In the complete set of edits, each variable can appear at most two times: once as a component x_i and once as a total y.

Weights w_i are optional. They must be a positive number; if not assigned to a variable, a default weight of one is applied. Weights can be used to control the relave amount of change in each component due to prorating, change being inversely proportional to the assigned weight. Weights are only assigned to the components, not the total.

Modifier codes m_i are optional. Similar to weights, they can be assigned to individual variables, specified after the variable name and separated by a colon. Modifiers determine which variables are eligible for prorating. They behave in the same way as the global parameter modifier. The permitted codes are:

“A” (Always): The variable can always be prorated. (Default approach.)
“N” (Never): The variable is never prorated.
“I” (Imputed): Only previously imputed values are prorated. Previously imputed values are identified by an imputation code I– on the instatus file, except for IDE which is treated as an original value.
“O” (Original): Only original values are prorated. This includes values with status codes of IDE, FTI, and FTE, as well as any values without a status code on instatus.

If modifier codes “A” or “I” are used, then instatus must be specified. Note that modifiers specified in the edits overrule the global modifier specified by the modifier parameter.

Example:

prorate_call = banff.prorate(
    edits="""
    sub1 + sub2 + sub3:N = grandtotal;
    2a + b = sub1;
    c:I + d:I + e:I + f:I = sub2;
    2g:O + 3h:A = sub3;
    """,
    ... # other parameters
    )

In the above example:

Variable sub3 is never prorated.
Variable a has a weight of 2.
Variables c,d,e,f are only prorated if the values were previously imputed.
Variable g has a weight of 2 and only original values are prorated.
Variable h has a weight of 3 and is always prorated, whether or the the value is original or imputed.

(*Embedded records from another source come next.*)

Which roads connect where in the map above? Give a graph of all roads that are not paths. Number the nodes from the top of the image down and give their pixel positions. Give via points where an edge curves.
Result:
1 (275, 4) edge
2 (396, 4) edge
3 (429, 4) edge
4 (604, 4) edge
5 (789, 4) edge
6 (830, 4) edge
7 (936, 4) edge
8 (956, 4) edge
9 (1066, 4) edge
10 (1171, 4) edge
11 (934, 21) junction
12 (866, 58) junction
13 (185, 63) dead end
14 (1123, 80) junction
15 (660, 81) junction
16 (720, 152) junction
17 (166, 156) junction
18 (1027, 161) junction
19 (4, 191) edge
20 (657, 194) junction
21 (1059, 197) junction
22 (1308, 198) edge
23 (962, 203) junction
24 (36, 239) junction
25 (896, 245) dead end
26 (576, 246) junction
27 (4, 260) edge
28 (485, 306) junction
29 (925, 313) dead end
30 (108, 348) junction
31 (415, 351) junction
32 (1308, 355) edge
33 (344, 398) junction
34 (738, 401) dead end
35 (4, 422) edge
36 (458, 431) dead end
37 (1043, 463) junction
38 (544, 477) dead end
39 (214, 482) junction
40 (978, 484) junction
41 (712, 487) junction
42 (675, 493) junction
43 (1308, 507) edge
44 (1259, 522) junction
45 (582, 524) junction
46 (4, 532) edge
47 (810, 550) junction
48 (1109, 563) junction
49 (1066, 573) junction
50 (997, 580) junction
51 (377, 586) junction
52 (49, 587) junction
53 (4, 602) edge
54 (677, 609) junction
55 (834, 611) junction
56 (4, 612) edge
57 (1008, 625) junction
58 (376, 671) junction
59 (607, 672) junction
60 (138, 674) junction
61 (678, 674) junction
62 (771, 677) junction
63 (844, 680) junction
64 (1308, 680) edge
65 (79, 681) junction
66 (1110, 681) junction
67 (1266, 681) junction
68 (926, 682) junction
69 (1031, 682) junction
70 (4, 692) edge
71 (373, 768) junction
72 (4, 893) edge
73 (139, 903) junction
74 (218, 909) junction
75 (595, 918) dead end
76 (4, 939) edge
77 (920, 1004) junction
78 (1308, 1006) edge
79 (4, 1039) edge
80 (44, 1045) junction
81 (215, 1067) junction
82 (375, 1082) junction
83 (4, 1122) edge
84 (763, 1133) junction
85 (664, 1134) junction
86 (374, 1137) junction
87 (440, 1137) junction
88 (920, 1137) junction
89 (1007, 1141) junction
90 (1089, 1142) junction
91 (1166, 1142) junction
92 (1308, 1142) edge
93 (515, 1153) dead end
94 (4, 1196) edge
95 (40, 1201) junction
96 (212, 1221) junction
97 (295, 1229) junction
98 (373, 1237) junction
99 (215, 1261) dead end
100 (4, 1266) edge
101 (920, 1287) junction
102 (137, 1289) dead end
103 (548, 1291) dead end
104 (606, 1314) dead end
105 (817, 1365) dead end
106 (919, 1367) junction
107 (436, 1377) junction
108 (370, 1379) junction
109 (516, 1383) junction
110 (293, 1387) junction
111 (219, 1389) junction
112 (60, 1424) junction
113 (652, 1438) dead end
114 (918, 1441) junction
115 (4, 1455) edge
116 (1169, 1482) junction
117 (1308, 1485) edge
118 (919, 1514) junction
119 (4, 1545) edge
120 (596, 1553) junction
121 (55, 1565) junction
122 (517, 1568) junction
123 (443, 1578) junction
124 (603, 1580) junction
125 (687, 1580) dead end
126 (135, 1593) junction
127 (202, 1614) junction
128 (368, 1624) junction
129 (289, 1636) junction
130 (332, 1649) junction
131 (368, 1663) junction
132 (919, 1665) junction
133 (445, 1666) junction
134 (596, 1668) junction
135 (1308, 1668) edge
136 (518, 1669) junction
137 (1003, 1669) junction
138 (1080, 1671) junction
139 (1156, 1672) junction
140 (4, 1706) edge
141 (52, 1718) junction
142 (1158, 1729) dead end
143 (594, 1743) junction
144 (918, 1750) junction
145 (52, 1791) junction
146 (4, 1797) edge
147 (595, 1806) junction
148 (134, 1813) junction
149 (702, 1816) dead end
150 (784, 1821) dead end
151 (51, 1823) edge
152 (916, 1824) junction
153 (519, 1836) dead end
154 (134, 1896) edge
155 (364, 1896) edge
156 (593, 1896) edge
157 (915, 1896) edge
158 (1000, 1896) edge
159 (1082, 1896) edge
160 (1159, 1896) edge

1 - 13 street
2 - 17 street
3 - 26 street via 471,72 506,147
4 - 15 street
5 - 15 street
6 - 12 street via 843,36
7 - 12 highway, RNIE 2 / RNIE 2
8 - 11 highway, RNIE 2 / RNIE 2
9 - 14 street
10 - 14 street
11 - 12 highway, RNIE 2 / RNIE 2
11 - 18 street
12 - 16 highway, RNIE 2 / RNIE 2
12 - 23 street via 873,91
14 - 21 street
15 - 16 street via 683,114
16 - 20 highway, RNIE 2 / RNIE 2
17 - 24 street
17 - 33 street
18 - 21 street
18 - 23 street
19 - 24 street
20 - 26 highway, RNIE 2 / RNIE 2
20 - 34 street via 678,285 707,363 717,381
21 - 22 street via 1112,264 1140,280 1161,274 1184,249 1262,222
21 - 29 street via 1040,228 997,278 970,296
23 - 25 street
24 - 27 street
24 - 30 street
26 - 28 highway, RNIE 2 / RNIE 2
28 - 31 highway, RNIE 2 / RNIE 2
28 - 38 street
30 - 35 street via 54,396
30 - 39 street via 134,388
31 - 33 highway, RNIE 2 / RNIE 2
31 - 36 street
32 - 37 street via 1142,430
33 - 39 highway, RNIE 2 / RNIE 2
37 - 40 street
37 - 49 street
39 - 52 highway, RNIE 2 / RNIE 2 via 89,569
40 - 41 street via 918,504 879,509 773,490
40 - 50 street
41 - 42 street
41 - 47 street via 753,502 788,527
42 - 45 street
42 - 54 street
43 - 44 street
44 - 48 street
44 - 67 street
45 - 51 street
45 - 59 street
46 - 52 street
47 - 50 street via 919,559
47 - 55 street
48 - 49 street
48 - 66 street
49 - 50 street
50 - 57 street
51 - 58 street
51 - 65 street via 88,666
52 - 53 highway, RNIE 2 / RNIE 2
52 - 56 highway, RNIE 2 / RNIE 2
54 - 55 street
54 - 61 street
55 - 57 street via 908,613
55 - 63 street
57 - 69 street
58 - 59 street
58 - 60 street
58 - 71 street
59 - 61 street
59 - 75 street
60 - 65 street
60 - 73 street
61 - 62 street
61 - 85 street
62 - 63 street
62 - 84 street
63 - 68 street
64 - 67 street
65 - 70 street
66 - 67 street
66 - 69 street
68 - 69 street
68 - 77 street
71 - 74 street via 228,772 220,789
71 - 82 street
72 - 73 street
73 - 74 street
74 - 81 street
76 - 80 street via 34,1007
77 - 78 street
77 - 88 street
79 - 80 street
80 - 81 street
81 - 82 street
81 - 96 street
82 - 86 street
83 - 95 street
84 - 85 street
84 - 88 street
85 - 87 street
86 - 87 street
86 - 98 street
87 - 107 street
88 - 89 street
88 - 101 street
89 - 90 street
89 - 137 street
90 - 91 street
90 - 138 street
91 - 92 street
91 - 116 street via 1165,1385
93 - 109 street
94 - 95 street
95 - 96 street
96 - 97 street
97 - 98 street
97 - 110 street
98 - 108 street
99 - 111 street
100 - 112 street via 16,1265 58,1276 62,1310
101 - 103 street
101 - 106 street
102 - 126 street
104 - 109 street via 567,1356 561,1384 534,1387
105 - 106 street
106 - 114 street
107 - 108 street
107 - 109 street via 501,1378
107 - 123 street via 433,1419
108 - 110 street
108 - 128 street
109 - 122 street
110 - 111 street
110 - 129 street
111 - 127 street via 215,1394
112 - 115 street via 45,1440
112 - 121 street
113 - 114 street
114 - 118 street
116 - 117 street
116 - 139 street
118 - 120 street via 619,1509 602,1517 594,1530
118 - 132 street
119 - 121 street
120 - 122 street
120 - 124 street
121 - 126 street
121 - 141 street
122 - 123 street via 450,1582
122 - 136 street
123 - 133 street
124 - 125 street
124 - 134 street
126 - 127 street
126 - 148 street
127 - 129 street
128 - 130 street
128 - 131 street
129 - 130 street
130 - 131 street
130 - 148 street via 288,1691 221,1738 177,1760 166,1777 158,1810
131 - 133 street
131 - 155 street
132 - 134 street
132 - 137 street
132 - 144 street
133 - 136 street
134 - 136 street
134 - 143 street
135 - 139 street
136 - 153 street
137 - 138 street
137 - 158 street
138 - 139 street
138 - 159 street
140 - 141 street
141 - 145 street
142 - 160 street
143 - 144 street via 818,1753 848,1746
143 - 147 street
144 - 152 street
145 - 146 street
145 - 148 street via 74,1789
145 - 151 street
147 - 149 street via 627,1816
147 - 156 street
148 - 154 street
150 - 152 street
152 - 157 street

Top-down prorating procedure#

The prorate procedure begins with the grand-total. If the components of the grand-total equation do not sum to the grand-total, the prorating procedure is performed, adjusting the component values as necessary. (The grand-total never changes). This process then repeats for any of the components that are sub-totals, i.e., component variables that appear as totals in other edit equations. Note that in this process, each value is only prorated once, when it appears as a component.

Rounding#

The prorate procedure includes a rounding algorithm to adjust all fields to the correct number of decimal places while satisfying the edits. Users can specify the desired number of decimal places using the decimal parameter; the default value is zero (i.e., whole numbers). The value of decimals must be an integer within [0,9], and must be equal to or greater than the actual number of decimals found on the total.

Note that the order of component variables in the edit equations can affect the results of the rounding algorithm, when the amount of required prorating cannot be evenly distributed amongst the components.

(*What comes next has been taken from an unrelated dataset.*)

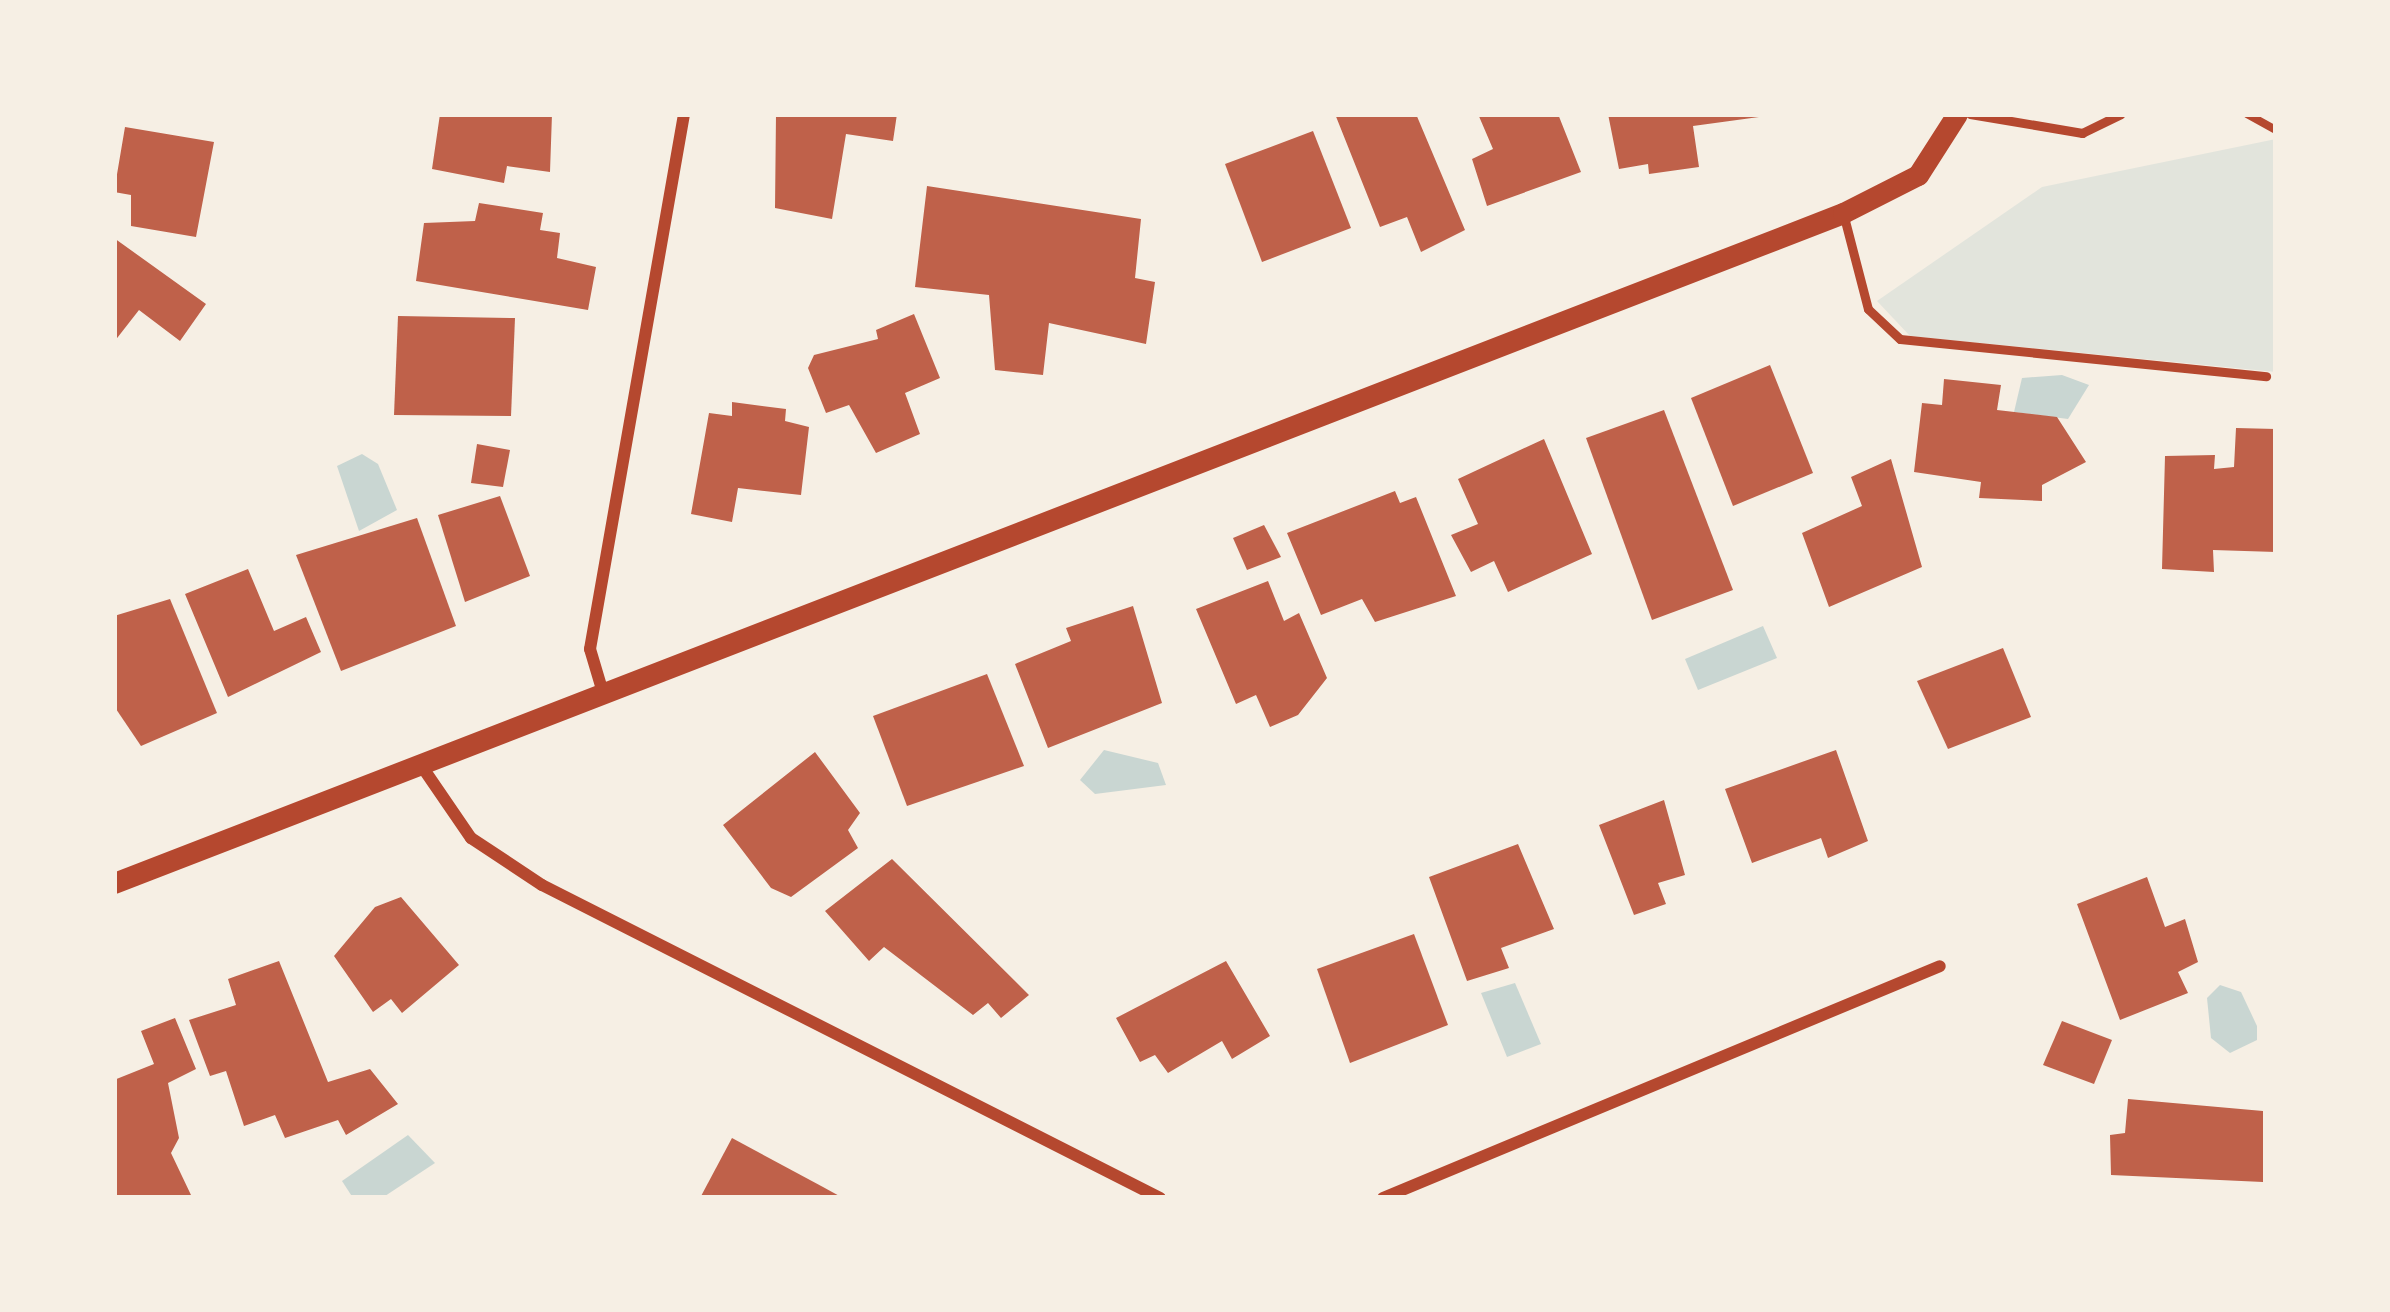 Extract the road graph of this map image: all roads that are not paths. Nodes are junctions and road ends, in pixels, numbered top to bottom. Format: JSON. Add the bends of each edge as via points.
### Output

When there are very large summation components (i.e. larger than 9 digits with or without decimals), the procedure is not able to accurately prorate them to the total with a precision of 9 decimals. In such a case, the observation will be rejected and listed with a decimal error in the outreject table. To avoid this, one can reduce the value of the decimal, for example by setting decimal=8 or lower.

Rejected records#

Sometimes prorating cannot be successfully performed on an individual, in which case the prorate procedure will output the record to the outreject table, alongside the reason for the failed prorating attempt. Reasons include:

The prorated values are outside the user-specified bounds.
The scaling value k is outside the interval [-1,1]. (Only for method="scaling")
The factor k cannot be calculated because the weighted sum of proratable columns is zero.
The record includes negative values and accept_negative=True isn’t specified.
No values are eligible for prorating due to the “ORIGINAL” or “IMPUTED” modifier.
The user has specified fewer decimal places than exist in the adjusted total.